Nonetheless, quite a few people did care - a testament to the zealotry of certain cycling nuts who either greatly enjoyed, or were greatly offended, by Bike Snob's jolly ridicule, his venting, his video posts, his mockery of cycle-themed craigslist personals.

Herewith, a typically snarky Bike Snob posting from last month about "Bike to Work Day," which leads Weiss into one of his frequent digs at, well, you'll see:

"The 31-day reign of terror and smugness known as 'Bike Month' continues, and in San Francisco today is 'Bike to Work Day.' (San Francisco 'Bike to Work Day' comes eight days before national 'Bike to Work Day' because it's very hilly there and the riders need a head start.) While I plan to celebrate 'Bike to Work Day' ironically by taking the day off and driving to the beach, dozens of people everywhere will no doubt briefly consider riding to work before suddenly realizing they don't own bicycles. . . . As for those who do already own bicycles and ride them to work every day, they'll wonder what the point of a 'Bike to Work Day' is and instead fantasize about literally being able to 'Bike to Work' - or, in other words, to ride a bicycle for a living.

"Of course, one way to do this is to become a bicycle messenger, but not everybody has the physical strength, mental fortitude, and keen fashion sense it takes to pick up an envelope from one building, put it in a $200 bag, and then bring it to another building as far as half a mile away."

Weiss can get away with this vicious lampoonery because, he is, in fact, a former messenger, an amateur racer, a total bike geek kind of guy.
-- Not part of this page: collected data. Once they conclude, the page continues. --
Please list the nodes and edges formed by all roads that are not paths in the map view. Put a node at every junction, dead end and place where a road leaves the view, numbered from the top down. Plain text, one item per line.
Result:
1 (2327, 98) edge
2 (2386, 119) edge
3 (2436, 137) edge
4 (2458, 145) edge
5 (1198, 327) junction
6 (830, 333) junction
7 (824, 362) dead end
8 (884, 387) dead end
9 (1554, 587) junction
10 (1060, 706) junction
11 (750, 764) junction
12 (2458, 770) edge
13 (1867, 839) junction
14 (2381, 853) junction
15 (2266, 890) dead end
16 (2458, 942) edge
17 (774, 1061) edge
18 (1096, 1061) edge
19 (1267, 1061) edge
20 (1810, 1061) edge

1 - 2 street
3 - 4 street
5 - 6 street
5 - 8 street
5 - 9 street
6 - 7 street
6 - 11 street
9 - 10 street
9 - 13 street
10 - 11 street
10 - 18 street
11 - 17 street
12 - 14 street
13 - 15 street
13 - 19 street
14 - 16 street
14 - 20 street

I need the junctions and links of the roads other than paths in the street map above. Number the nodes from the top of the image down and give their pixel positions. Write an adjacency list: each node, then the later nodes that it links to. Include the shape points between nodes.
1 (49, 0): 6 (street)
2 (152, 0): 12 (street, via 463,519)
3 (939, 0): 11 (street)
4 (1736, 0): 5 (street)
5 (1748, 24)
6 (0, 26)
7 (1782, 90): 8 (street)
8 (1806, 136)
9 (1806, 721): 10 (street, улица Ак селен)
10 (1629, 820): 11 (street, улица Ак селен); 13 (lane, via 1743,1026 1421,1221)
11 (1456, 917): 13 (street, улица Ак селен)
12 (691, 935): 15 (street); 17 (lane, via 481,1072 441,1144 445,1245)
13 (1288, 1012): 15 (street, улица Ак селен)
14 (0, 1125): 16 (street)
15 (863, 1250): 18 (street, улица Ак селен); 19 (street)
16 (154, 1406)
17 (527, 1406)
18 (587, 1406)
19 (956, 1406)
He loves All Things Bicycle, and so he can deride All Things Bicycle - with impunity.

In his book, which begins with a concise history of the bicycle (a German baron, in 1818, patents a contraption you lean on and push with your feet) and ends with a chapter on etiquette for non-cyclists ("Don't ask us if we're going to ride in the Tour de France"), he offers a more expansive and less bloggy view of the cycling universe.

"Some bloggers will just rehash material from the blog and reprint it," he says about the blog-to-book metamorphosis. "I didn't want to do that. A blog is a lot different from a book. You have links and you have video and you can be super-topical and super self-referential, and there are these little inside jokes that evolve all the time. . . .

"But obviously, if you're a writer, you're always thinking about books, and after a while of writing the blog, it struck me what kind of book I wanted to write, which was less sort of trying to capture the blog and more trying to convey the spirit of cycling - what's underneath the blog, what I'm saying underneath all the jokes.

"So, that hit me one day: 'You know what, I want to write a book and I want it to be the kind of book that people will read and think, Yeah, I'm going to get on my bike because this kind of resonates with me!"

Just be sure to read Weiss' "Riding in traffic without getting killed" before you take your bike out and resonate on the street.